Mat Davis (left) and Matt Whatson are cycling from Lands End to John O Groats to raise money for Cancer Research. MHLC-02-08-12 Two Matts Feb32
Mat Davis (left) and Matt Whatson are cycling from Lands End to John O Groats to raise money for Cancer Research. MHLC-02-08-12 Two Matts Feb32

IF a brain tumour the size of a clementine won’t stop you enjoying life, then it’s unlikely that anything will.

This is the mentality of 22-year-old Warwick man Mat Davis who, despite being diagnosed with an inoperable cancerous tumour, has found the joy in life rather than giving up on it.

Support worker Mr Davis was diagnosed with the tumour two years ago and is now planning to cycle from Lands End to John O Groats with his close friend Matt Whatson.

They will be raising money for Cancer Research, as the disease is something Mr Davis is all too familiar with as, along with his own condition, he has seen his mother overcome breast cancer and his grandmother overcome both lung and skin cancer.

He said: “The tumour gave me epilepsy, meaning I couldn’t drive, so Matt got me into cycling and I got a bike. We both really enjoy it and have been training together. We’re hoping to do it in ten days. I’m very optimistic, but I know it’s going to be hard.”

Mr Davis admits that not knowing how long he has left has changed his outlook on life, and given him a determination to enjoy himself.

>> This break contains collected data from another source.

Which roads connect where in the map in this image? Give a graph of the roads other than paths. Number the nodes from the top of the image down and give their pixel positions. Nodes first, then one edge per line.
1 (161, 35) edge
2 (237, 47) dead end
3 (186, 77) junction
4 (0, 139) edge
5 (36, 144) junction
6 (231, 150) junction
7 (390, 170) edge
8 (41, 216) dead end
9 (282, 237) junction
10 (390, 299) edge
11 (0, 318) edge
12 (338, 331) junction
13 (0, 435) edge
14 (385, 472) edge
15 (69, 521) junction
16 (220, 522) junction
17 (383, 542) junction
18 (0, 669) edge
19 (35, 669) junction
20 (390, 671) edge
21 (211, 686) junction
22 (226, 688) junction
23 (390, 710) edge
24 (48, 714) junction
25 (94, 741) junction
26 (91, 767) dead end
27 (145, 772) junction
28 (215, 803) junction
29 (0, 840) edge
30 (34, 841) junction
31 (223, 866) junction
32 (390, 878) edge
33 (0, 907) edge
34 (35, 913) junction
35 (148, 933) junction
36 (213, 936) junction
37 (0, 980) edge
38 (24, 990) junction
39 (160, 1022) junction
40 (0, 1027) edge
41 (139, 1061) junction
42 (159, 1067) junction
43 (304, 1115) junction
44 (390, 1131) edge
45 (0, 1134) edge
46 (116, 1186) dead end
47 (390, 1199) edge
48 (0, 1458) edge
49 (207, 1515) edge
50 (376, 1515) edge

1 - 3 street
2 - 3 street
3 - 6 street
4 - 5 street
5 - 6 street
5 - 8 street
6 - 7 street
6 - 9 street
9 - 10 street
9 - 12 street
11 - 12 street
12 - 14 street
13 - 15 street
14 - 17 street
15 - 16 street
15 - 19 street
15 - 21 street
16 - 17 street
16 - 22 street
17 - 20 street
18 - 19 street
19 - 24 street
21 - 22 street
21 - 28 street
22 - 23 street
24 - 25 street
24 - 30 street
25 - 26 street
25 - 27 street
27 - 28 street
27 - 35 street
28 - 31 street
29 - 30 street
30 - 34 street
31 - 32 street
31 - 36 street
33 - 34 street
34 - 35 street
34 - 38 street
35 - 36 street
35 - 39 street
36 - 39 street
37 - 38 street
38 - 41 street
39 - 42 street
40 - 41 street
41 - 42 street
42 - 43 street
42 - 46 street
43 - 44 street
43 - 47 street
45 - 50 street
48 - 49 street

“It is not in my personality to sit around and do nothing. I am just one person who is fighting this disease on a daily basis and refuse to let it dictate my life. It is terminal. I’ve got cancer for the rest of my life, but they can’t put a time on how long I’ve got.

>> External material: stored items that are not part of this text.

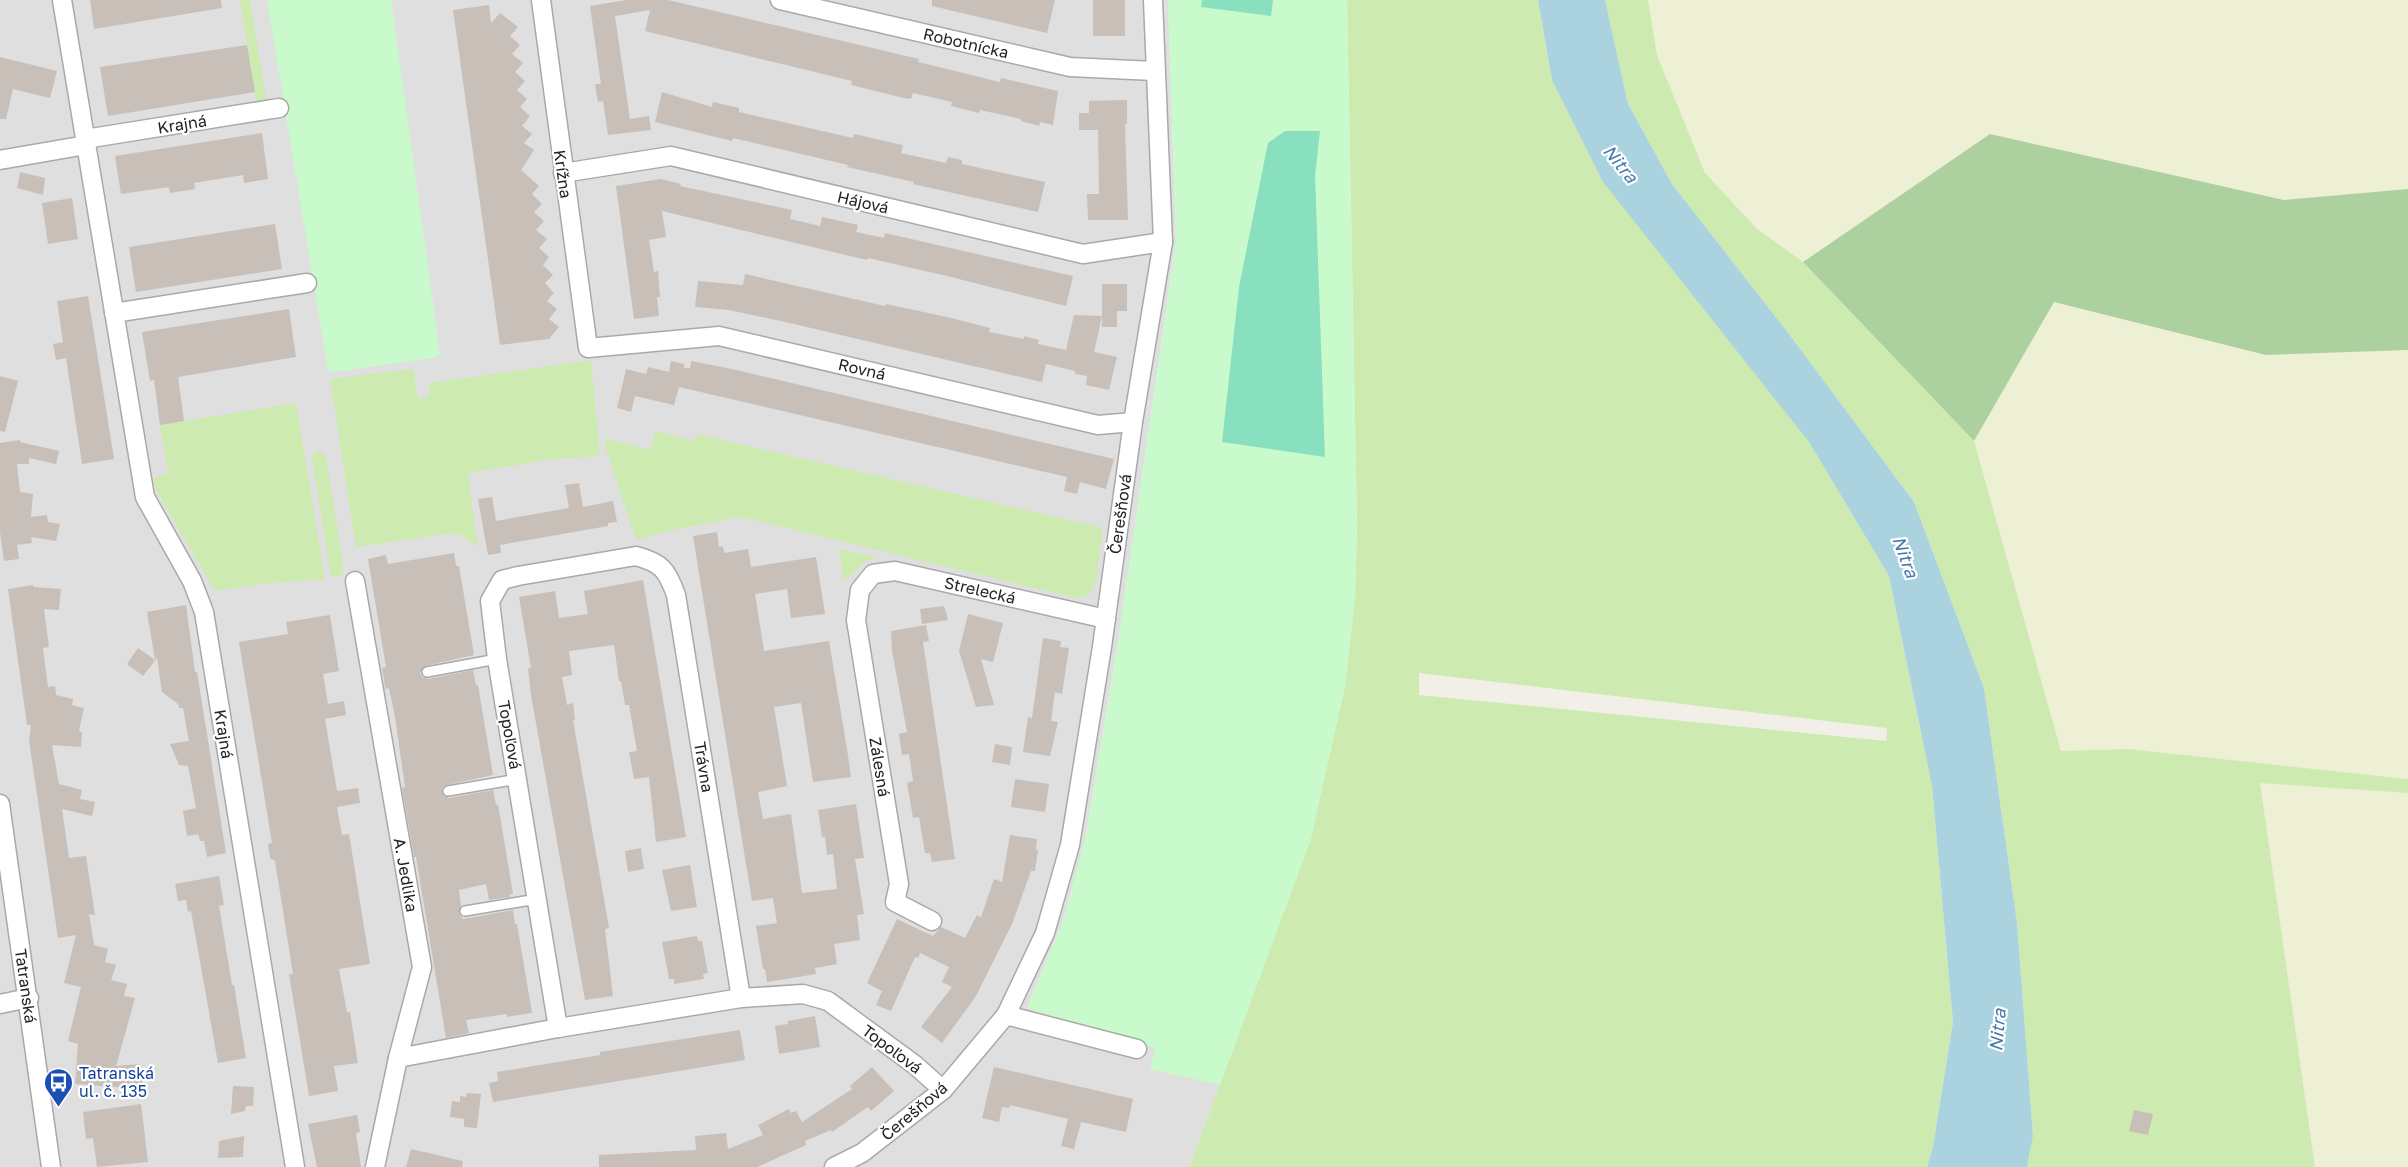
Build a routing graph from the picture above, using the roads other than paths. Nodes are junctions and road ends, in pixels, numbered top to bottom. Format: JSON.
{"nodes":[{"id":1,"x":62,"y":0,"type":"edge"},
{"id":2,"x":541,"y":0,"type":"edge"},
{"id":3,"x":780,"y":0,"type":"edge"},
{"id":4,"x":1153,"y":0,"type":"edge"},
{"id":5,"x":1154,"y":71,"type":"junction"},
{"id":6,"x":279,"y":108,"type":"dead end"},
{"id":7,"x":85,"y":142,"type":"junction"},
{"id":8,"x":0,"y":160,"type":"edge"},
{"id":9,"x":563,"y":173,"type":"junction"},
{"id":10,"x":1163,"y":242,"type":"junction"},
{"id":11,"x":307,"y":283,"type":"dead end"},
{"id":12,"x":114,"y":313,"type":"junction"},
{"id":13,"x":588,"y":348,"type":"joint"},
{"id":14,"x":1133,"y":422,"type":"junction"},
{"id":15,"x":636,"y":556,"type":"joint"},
{"id":16,"x":356,"y":581,"type":"dead end"},
{"id":17,"x":860,"y":590,"type":"joint"},
{"id":18,"x":1106,"y":619,"type":"junction"},
{"id":19,"x":497,"y":659,"type":"junction"},
{"id":20,"x":427,"y":672,"type":"dead end"},
{"id":21,"x":518,"y":779,"type":"junction"},
{"id":22,"x":448,"y":791,"type":"dead end"},
{"id":23,"x":0,"y":804,"type":"edge"},
{"id":24,"x":537,"y":899,"type":"junction"},
{"id":25,"x":465,"y":911,"type":"dead end"},
{"id":26,"x":932,"y":921,"type":"dead end"},
{"id":27,"x":28,"y":998,"type":"junction"},
{"id":28,"x":741,"y":998,"type":"junction"},
{"id":29,"x":0,"y":1004,"type":"edge"},
{"id":30,"x":1006,"y":1015,"type":"junction"},
{"id":31,"x":558,"y":1028,"type":"junction"},
{"id":32,"x":1137,"y":1049,"type":"dead end"},
{"id":33,"x":398,"y":1058,"type":"junction"},
{"id":34,"x":942,"y":1090,"type":"junction"},
{"id":35,"x":51,"y":1167,"type":"edge"},
{"id":36,"x":295,"y":1167,"type":"edge"},
{"id":37,"x":375,"y":1167,"type":"edge"},
{"id":38,"x":834,"y":1167,"type":"edge"}],
"edges":[{"from":1,"to":7,"type":"street","name":"Krajná"},
{"from":2,"to":9,"type":"street","name":"Krížna"},
{"from":3,"to":5,"type":"street","name":"Robotnícka"},
{"from":4,"to":5,"type":"street","name":"Čerešňová"},
{"from":5,"to":10,"type":"street","name":"Čerešňová"},
{"from":6,"to":7,"type":"street","name":"Krajná"},
{"from":7,"to":8,"type":"street"},
{"from":7,"to":12,"type":"street","name":"Krajná"},
{"from":9,"to":10,"type":"street","name":"Hájová"},
{"from":9,"to":13,"type":"street","name":"Krížna"},
{"from":10,"to":14,"type":"street","name":"Čerešňová"},
{"from":11,"to":12,"type":"street"},
{"from":12,"to":36,"type":"street","name":"Krajná"},
{"from":13,"to":14,"type":"street","name":"Rovná"},
{"from":14,"to":18,"type":"street","name":"Čerešňová"},
{"from":15,"to":19,"type":"street","name":"Topoľová"},
{"from":15,"to":28,"type":"street","name":"Trávna"},
{"from":16,"to":33,"type":"street","name":"A. Jedlika"},
{"from":17,"to":18,"type":"street","name":"Strelecká"},
{"from":17,"to":26,"type":"street","name":"Zálesná"},
{"from":18,"to":30,"type":"street","name":"Čerešňová"},
{"from":19,"to":20,"type":"lane"},
{"from":19,"to":21,"type":"street","name":"Topoľová"},
{"from":21,"to":22,"type":"lane"},
{"from":21,"to":24,"type":"street","name":"Topoľová"},
{"from":23,"to":27,"type":"street","name":"Tatranská"},
{"from":24,"to":25,"type":"lane"},
{"from":24,"to":31,"type":"street","name":"Topoľová"},
{"from":27,"to":29,"type":"street"},
{"from":27,"to":35,"type":"street","name":"Tatranská"},
{"from":28,"to":31,"type":"street","name":"Topoľová"},
{"from":28,"to":34,"type":"street","name":"Topoľová"},
{"from":30,"to":32,"type":"street"},
{"from":30,"to":34,"type":"street","name":"Čerešňová"},
{"from":31,"to":33,"type":"street","name":"Topoľová"},
{"from":33,"to":37,"type":"street","name":"A. Jedlika"},
{"from":34,"to":38,"type":"street","name":"Čerešňová"}]}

“The tumour is on my motor strip, so if they did operate there’s a 60 per cent chance of paralysis, 20 per cent chance of it being fatal and then 20 per cent chance I’d come through. I don’t want to risk it until I have to.

“I’ve always been a positive person anyway, but it does put everything in perspective. You think of all the things you’ve taken for granted, because today could be the last day. I try not to really think of it like that, but I do try to seize the day.”

His last fundraising effort was to have his legs waxed in 2009, and he admits he’d rather cycle twice as far than have to face the pain of that again. Mr Davis and Whatson are hoping to raise £10,000 for Cancer Research, and he added: “It is my hope that not only will I be able to raise a substantial amount of money for this worthwhile charity, but that my actions will inspire others suffering not to give up but to live life to the full every day.”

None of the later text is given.